Collected data:
====================

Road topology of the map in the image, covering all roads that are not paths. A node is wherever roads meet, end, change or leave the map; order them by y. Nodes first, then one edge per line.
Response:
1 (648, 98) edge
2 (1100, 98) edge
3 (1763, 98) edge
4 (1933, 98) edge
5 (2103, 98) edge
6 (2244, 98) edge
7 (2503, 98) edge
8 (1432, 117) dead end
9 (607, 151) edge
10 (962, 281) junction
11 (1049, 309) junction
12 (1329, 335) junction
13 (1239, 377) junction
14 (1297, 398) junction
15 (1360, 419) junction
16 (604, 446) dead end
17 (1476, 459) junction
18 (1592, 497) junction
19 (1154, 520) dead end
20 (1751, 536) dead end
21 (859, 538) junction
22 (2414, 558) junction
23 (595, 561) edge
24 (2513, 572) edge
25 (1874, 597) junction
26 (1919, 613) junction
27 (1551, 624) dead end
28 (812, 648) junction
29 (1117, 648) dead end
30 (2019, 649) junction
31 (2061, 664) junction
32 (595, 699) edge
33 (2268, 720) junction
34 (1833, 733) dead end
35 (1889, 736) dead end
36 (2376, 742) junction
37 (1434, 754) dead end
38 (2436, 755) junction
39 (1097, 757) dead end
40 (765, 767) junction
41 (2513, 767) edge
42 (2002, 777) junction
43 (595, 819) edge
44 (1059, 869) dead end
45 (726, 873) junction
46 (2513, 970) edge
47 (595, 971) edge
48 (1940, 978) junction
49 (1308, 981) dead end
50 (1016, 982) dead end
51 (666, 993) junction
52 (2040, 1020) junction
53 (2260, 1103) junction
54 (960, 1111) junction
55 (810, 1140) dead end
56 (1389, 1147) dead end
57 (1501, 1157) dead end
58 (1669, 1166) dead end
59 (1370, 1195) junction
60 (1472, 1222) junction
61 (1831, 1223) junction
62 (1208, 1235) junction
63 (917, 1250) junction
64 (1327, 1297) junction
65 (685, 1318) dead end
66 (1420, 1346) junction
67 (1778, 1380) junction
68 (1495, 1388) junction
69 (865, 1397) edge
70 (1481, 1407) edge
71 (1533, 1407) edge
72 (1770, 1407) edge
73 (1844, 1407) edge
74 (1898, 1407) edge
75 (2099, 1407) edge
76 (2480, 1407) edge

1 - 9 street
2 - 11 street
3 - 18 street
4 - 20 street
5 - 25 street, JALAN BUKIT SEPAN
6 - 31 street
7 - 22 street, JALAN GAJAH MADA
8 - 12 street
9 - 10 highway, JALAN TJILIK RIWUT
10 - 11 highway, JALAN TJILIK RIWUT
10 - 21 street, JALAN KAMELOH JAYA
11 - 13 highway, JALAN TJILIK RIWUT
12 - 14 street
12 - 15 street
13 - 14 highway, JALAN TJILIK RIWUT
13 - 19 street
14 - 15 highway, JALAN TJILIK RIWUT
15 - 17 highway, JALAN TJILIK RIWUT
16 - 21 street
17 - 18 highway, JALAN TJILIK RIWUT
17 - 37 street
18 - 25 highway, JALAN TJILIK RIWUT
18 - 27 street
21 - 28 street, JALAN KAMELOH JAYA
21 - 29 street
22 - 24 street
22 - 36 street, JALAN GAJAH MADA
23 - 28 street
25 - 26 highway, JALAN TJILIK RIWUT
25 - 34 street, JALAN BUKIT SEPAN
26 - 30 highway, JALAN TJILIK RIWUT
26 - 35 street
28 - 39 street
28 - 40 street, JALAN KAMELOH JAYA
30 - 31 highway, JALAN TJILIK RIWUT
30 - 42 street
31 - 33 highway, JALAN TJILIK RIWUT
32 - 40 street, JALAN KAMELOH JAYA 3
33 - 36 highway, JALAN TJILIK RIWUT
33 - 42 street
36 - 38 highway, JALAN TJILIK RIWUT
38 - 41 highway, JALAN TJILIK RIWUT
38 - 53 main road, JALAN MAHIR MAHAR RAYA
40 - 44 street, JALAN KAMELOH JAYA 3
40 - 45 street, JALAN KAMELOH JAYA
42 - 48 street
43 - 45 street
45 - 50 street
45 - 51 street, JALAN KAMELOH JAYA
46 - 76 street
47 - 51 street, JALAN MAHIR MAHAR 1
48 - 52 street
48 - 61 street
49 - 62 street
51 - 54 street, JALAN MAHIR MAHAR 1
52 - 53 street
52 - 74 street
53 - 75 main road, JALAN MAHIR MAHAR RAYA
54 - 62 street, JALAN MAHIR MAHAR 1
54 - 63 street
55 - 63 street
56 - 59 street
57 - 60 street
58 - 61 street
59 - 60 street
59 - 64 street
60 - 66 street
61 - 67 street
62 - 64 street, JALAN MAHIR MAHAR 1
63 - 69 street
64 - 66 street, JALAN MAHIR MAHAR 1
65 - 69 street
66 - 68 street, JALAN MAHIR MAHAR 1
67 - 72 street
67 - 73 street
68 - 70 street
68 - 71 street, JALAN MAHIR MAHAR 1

====================

What you need to do. Render the whole set of entries again, exactly as given.

Reply.
Road topology of the map in the image, covering all roads that are not paths. A node is wherever roads meet, end, change or leave the map; order them by y. Nodes first, then one edge per line.
Response:
1 (648, 98) edge
2 (1100, 98) edge
3 (1763, 98) edge
4 (1933, 98) edge
5 (2103, 98) edge
6 (2244, 98) edge
7 (2503, 98) edge
8 (1432, 117) dead end
9 (607, 151) edge
10 (962, 281) junction
11 (1049, 309) junction
12 (1329, 335) junction
13 (1239, 377) junction
14 (1297, 398) junction
15 (1360, 419) junction
16 (604, 446) dead end
17 (1476, 459) junction
18 (1592, 497) junction
19 (1154, 520) dead end
20 (1751, 536) dead end
21 (859, 538) junction
22 (2414, 558) junction
23 (595, 561) edge
24 (2513, 572) edge
25 (1874, 597) junction
26 (1919, 613) junction
27 (1551, 624) dead end
28 (812, 648) junction
29 (1117, 648) dead end
30 (2019, 649) junction
31 (2061, 664) junction
32 (595, 699) edge
33 (2268, 720) junction
34 (1833, 733) dead end
35 (1889, 736) dead end
36 (2376, 742) junction
37 (1434, 754) dead end
38 (2436, 755) junction
39 (1097, 757) dead end
40 (765, 767) junction
41 (2513, 767) edge
42 (2002, 777) junction
43 (595, 819) edge
44 (1059, 869) dead end
45 (726, 873) junction
46 (2513, 970) edge
47 (595, 971) edge
48 (1940, 978) junction
49 (1308, 981) dead end
50 (1016, 982) dead end
51 (666, 993) junction
52 (2040, 1020) junction
53 (2260, 1103) junction
54 (960, 1111) junction
55 (810, 1140) dead end
56 (1389, 1147) dead end
57 (1501, 1157) dead end
58 (1669, 1166) dead end
59 (1370, 1195) junction
60 (1472, 1222) junction
61 (1831, 1223) junction
62 (1208, 1235) junction
63 (917, 1250) junction
64 (1327, 1297) junction
65 (685, 1318) dead end
66 (1420, 1346) junction
67 (1778, 1380) junction
68 (1495, 1388) junction
69 (865, 1397) edge
70 (1481, 1407) edge
71 (1533, 1407) edge
72 (1770, 1407) edge
73 (1844, 1407) edge
74 (1898, 1407) edge
75 (2099, 1407) edge
76 (2480, 1407) edge

1 - 9 street
2 - 11 street
3 - 18 street
4 - 20 street
5 - 25 street, JALAN BUKIT SEPAN
6 - 31 street
7 - 22 street, JALAN GAJAH MADA
8 - 12 street
9 - 10 highway, JALAN TJILIK RIWUT
10 - 11 highway, JALAN TJILIK RIWUT
10 - 21 street, JALAN KAMELOH JAYA
11 - 13 highway, JALAN TJILIK RIWUT
12 - 14 street
12 - 15 street
13 - 14 highway, JALAN TJILIK RIWUT
13 - 19 street
14 - 15 highway, JALAN TJILIK RIWUT
15 - 17 highway, JALAN TJILIK RIWUT
16 - 21 street
17 - 18 highway, JALAN TJILIK RIWUT
17 - 37 street
18 - 25 highway, JALAN TJILIK RIWUT
18 - 27 street
21 - 28 street, JALAN KAMELOH JAYA
21 - 29 street
22 - 24 street
22 - 36 street, JALAN GAJAH MADA
23 - 28 street
25 - 26 highway, JALAN TJILIK RIWUT
25 - 34 street, JALAN BUKIT SEPAN
26 - 30 highway, JALAN TJILIK RIWUT
26 - 35 street
28 - 39 street
28 - 40 street, JALAN KAMELOH JAYA
30 - 31 highway, JALAN TJILIK RIWUT
30 - 42 street
31 - 33 highway, JALAN TJILIK RIWUT
32 - 40 street, JALAN KAMELOH JAYA 3
33 - 36 highway, JALAN TJILIK RIWUT
33 - 42 street
36 - 38 highway, JALAN TJILIK RIWUT
38 - 41 highway, JALAN TJILIK RIWUT
38 - 53 main road, JALAN MAHIR MAHAR RAYA
40 - 44 street, JALAN KAMELOH JAYA 3
40 - 45 street, JALAN KAMELOH JAYA
42 - 48 street
43 - 45 street
45 - 50 street
45 - 51 street, JALAN KAMELOH JAYA
46 - 76 street
47 - 51 street, JALAN MAHIR MAHAR 1
48 - 52 street
48 - 61 street
49 - 62 street
51 - 54 street, JALAN MAHIR MAHAR 1
52 - 53 street
52 - 74 street
53 - 75 main road, JALAN MAHIR MAHAR RAYA
54 - 62 street, JALAN MAHIR MAHAR 1
54 - 63 street
55 - 63 street
56 - 59 street
57 - 60 street
58 - 61 street
59 - 60 street
59 - 64 street
60 - 66 street
61 - 67 street
62 - 64 street, JALAN MAHIR MAHAR 1
63 - 69 street
64 - 66 street, JALAN MAHIR MAHAR 1
65 - 69 street
66 - 68 street, JALAN MAHIR MAHAR 1
67 - 72 street
67 - 73 street
68 - 70 street
68 - 71 street, JALAN MAHIR MAHAR 1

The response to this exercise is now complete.